* **ACTION ITEM**
Each entry that appears below should be restated exactly as it is.
Segment Start: RECORDS SHOWN
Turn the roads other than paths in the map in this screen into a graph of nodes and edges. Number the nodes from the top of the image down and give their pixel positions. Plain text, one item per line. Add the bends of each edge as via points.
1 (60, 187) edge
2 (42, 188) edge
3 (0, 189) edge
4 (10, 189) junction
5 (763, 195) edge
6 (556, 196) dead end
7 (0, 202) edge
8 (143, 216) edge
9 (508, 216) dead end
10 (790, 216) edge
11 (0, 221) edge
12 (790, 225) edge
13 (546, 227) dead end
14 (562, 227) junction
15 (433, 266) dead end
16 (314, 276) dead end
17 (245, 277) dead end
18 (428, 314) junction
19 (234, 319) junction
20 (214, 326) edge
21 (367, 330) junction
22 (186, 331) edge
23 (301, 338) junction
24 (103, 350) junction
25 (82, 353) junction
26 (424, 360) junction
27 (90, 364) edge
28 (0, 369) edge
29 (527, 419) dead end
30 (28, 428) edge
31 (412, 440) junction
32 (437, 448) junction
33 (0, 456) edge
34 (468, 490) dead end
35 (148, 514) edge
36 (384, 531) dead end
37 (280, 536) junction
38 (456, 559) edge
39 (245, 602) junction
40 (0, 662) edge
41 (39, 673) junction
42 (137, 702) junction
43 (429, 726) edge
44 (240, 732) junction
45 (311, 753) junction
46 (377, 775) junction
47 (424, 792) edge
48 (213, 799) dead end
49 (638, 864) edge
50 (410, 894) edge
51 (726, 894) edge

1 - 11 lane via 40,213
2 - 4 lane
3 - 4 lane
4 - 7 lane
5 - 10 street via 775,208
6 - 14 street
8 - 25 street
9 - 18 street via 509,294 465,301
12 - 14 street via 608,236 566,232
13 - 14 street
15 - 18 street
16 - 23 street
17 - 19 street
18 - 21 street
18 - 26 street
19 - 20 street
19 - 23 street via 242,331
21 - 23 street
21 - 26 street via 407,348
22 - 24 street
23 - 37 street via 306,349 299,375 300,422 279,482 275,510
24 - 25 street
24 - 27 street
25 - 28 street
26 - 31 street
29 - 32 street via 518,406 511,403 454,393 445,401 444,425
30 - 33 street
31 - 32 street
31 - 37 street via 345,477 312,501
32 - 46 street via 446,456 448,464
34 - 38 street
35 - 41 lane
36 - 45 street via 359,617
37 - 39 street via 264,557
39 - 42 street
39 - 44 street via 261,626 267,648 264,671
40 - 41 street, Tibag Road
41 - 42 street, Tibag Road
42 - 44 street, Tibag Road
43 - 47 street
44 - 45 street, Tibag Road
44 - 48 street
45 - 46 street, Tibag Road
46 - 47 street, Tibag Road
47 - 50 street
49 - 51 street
Segment End: RECORDS SHOWN
* **OUTPUT**
Turn the roads other than paths in the map in this screen into a graph of nodes and edges. Number the nodes from the top of the image down and give their pixel positions. Plain text, one item per line. Add the bends of each edge as via points.
1 (60, 187) edge
2 (42, 188) edge
3 (0, 189) edge
4 (10, 189) junction
5 (763, 195) edge
6 (556, 196) dead end
7 (0, 202) edge
8 (143, 216) edge
9 (508, 216) dead end
10 (790, 216) edge
11 (0, 221) edge
12 (790, 225) edge
13 (546, 227) dead end
14 (562, 227) junction
15 (433, 266) dead end
16 (314, 276) dead end
17 (245, 277) dead end
18 (428, 314) junction
19 (234, 319) junction
20 (214, 326) edge
21 (367, 330) junction
22 (186, 331) edge
23 (301, 338) junction
24 (103, 350) junction
25 (82, 353) junction
26 (424, 360) junction
27 (90, 364) edge
28 (0, 369) edge
29 (527, 419) dead end
30 (28, 428) edge
31 (412, 440) junction
32 (437, 448) junction
33 (0, 456) edge
34 (468, 490) dead end
35 (148, 514) edge
36 (384, 531) dead end
37 (280, 536) junction
38 (456, 559) edge
39 (245, 602) junction
40 (0, 662) edge
41 (39, 673) junction
42 (137, 702) junction
43 (429, 726) edge
44 (240, 732) junction
45 (311, 753) junction
46 (377, 775) junction
47 (424, 792) edge
48 (213, 799) dead end
49 (638, 864) edge
50 (410, 894) edge
51 (726, 894) edge

1 - 11 lane via 40,213
2 - 4 lane
3 - 4 lane
4 - 7 lane
5 - 10 street via 775,208
6 - 14 street
8 - 25 street
9 - 18 street via 509,294 465,301
12 - 14 street via 608,236 566,232
13 - 14 street
15 - 18 street
16 - 23 street
17 - 19 street
18 - 21 street
18 - 26 street
19 - 20 street
19 - 23 street via 242,331
21 - 23 street
21 - 26 street via 407,348
22 - 24 street
23 - 37 street via 306,349 299,375 300,422 279,482 275,510
24 - 25 street
24 - 27 street
25 - 28 street
26 - 31 street
29 - 32 street via 518,406 511,403 454,393 445,401 444,425
30 - 33 street
31 - 32 street
31 - 37 street via 345,477 312,501
32 - 46 street via 446,456 448,464
34 - 38 street
35 - 41 lane
36 - 45 street via 359,617
37 - 39 street via 264,557
39 - 42 street
39 - 44 street via 261,626 267,648 264,671
40 - 41 street, Tibag Road
41 - 42 street, Tibag Road
42 - 44 street, Tibag Road
43 - 47 street
44 - 45 street, Tibag Road
44 - 48 street
45 - 46 street, Tibag Road
46 - 47 street, Tibag Road
47 - 50 street
49 - 51 street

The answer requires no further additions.